Fairies in the garden, elves on the bookcase

Grief statue
Sorrow touches us all.

We’ve all been there:

Have you ever been through a rough patch and longed to read something that would speak hope into your life? Or have you ever tried to support a hurting friend, wanting to offer some reading material that would serve that same purpose? Perhaps you’ve longed for a way to speak peace and comfort into your friend’s life, but feared seeming presumptuous or saying the wrong thing. Or, if you’re like me, you’ve considered about ten heavy and long-winded monstrosities only to throw up your hands in despair. How could anyone who is hurting read such intellectually demanding material anyway? In those moments when intellectual capacity seems overwhelmed by a tidal wave of emotion, what’s to be done? Well, let’s start with the stuff you probably already know.

“Walking with God through Pain and Suffering” by Timothy Keller

Showing love when it matters most

Take the time to be with your hurting friend. Listen. Recognize that you have never experienced exactly what they are experiencing. Don’t be afraid to share – but do so authentically and in a spirit of hope.

Bible verses and prayers seem trite to some people, but not to me. When a friend takes the time to text or email or send a note, and when they’ve taken the time to search out some words that they hope will speak to my situation, then I know they are thinking of me and wanting to help. That in and of itself is a gift.

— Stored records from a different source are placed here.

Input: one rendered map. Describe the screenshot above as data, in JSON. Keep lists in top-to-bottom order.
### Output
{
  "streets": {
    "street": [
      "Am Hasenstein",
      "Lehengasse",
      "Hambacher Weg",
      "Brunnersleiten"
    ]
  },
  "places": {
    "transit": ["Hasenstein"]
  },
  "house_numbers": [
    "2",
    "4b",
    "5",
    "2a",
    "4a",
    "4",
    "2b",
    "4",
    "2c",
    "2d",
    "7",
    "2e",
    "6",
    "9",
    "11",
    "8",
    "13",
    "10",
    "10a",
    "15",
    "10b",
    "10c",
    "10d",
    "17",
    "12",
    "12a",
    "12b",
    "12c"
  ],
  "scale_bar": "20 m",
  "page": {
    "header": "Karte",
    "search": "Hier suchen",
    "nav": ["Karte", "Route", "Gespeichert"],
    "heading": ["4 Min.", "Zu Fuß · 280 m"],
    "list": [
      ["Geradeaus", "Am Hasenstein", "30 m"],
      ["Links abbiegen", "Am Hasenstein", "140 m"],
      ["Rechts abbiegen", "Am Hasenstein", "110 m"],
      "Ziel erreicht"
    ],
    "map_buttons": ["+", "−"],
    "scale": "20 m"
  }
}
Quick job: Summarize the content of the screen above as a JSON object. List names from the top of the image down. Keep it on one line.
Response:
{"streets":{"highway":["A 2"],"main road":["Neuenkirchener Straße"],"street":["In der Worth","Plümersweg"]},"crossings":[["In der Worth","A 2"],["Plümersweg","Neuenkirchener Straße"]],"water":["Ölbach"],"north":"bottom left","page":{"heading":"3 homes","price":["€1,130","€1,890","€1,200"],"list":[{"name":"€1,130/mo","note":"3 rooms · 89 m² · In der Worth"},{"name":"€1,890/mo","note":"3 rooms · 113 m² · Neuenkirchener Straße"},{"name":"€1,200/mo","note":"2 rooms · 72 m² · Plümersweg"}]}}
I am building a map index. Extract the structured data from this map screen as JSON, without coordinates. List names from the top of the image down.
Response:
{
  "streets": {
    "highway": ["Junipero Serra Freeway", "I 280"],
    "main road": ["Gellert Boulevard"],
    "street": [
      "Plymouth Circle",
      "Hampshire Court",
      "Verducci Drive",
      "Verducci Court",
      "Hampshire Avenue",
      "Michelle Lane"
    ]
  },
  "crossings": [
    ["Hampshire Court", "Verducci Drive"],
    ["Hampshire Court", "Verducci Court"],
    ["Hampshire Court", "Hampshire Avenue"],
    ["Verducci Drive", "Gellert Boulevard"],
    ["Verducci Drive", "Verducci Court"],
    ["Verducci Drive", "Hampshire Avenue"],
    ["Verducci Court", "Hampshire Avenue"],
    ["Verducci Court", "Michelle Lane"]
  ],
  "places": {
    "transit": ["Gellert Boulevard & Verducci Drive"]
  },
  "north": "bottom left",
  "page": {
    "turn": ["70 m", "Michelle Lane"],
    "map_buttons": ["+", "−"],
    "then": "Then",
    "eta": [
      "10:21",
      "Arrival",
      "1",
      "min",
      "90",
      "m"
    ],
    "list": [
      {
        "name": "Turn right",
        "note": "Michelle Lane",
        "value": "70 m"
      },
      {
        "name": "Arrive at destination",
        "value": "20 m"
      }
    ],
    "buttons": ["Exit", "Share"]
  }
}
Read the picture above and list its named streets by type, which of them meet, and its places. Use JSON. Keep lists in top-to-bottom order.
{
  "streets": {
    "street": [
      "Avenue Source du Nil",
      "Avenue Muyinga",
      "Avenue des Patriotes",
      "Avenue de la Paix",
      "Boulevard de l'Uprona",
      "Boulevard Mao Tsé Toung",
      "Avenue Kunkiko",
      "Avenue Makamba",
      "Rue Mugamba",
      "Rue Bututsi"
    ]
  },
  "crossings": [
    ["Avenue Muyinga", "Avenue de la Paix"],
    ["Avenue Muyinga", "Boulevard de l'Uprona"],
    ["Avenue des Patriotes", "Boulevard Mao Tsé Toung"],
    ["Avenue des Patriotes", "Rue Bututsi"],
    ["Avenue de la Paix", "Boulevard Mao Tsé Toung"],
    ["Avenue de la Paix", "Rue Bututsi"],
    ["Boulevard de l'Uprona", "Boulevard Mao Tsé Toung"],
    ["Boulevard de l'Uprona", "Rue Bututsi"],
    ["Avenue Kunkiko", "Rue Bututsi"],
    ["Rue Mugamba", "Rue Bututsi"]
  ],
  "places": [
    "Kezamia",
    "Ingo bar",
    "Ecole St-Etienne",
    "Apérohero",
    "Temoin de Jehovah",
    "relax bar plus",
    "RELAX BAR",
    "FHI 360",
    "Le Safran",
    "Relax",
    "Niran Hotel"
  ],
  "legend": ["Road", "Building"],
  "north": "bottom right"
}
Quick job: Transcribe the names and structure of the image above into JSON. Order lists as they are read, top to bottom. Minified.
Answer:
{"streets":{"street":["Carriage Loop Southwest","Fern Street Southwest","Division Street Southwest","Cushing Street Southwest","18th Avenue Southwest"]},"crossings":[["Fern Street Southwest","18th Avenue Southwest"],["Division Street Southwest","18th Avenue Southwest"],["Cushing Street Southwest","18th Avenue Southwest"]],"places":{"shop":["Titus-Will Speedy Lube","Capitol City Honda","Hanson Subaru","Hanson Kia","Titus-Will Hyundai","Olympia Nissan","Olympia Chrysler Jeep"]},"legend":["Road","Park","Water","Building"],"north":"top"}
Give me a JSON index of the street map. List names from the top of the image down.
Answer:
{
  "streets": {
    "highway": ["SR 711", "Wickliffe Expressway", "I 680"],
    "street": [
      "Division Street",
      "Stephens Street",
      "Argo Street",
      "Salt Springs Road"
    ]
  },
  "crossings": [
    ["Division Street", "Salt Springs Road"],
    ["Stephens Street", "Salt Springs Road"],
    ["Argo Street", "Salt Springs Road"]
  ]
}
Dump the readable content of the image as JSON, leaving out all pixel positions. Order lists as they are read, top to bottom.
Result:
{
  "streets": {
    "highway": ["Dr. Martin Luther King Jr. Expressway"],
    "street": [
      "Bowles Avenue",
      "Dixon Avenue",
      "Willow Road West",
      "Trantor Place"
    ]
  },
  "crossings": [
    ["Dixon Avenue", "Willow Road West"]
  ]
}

Don’t underestimate the power of music. Are there “psalms, hymns and spiritual songs” that have touched your life and been a source of comfort to you? Share them. Make a playlist for your hurting friend.

We’ve been tricked into thinking that flowers are just for mothers on Mother’s Day or romantic partners on anniversaries. Be the fairy in the garden. Make up a jam jar arrangement for the teacher who always seems frazzled. Send a bouquet to the single friend whose family has just moved out of country. These are the gestures that give hope to others as well as to ourselves – hope that there really are “kindred spirits” in the world.

“Elf Help: Friendship Therapy”

Smiling fairy statue in garden moss
She looks like she’s been reading these books, doesn’t she?

“Elf-Help”, no, seriously

And when you’ve done all that and you still want to do more… see if you can’t find an “Elf Help” book to fit the occasion. Okay, so if you’ve never heard of these gems, you probably have no idea what you’re missing. They are another one of my convent-discoveries.

Each book in the series contains an easy-to-read illustrated list. The books are simple, accessible and adorable. They will disarm you, make you laugh, and challenge you.

So, take this one for an example: “Keeping-up-your-spirits therapy” is just one book in this series.

It begins like this:

1. Have a good attitude. It’s healthier than a plate full of carrots.

(You have to picture this written in a calligraphic hand on the left side of the page with an illustration on the right side of what could easily be Frodo strolling through the Shire.)

The little book continues on like this with a point on every page, till we get to:

29. When everything is upside down, rest if you must – but don’t quit.

(And Frodo now seems to be doing some household renovations while consuming a half-pint of the Green Dragon’s ale.)

The book concludes with its thirty-fifth point:

35. Know that each day of your life is a gift. Have you thanked your Creator today?

(Here, Frodo has abandoned a set of crutches and appears to be dancing through Farmer Maggot’s fields.)

It’s a really, really good series of booklets. The bite-sized truisms are digestible, easy-to-read and helpful, even when there’s a tidal wave of emotion that’s hard to get through with more grown-up seeming books. You’re welcome.

It’s not stretching the truth to say you can find one for any situation.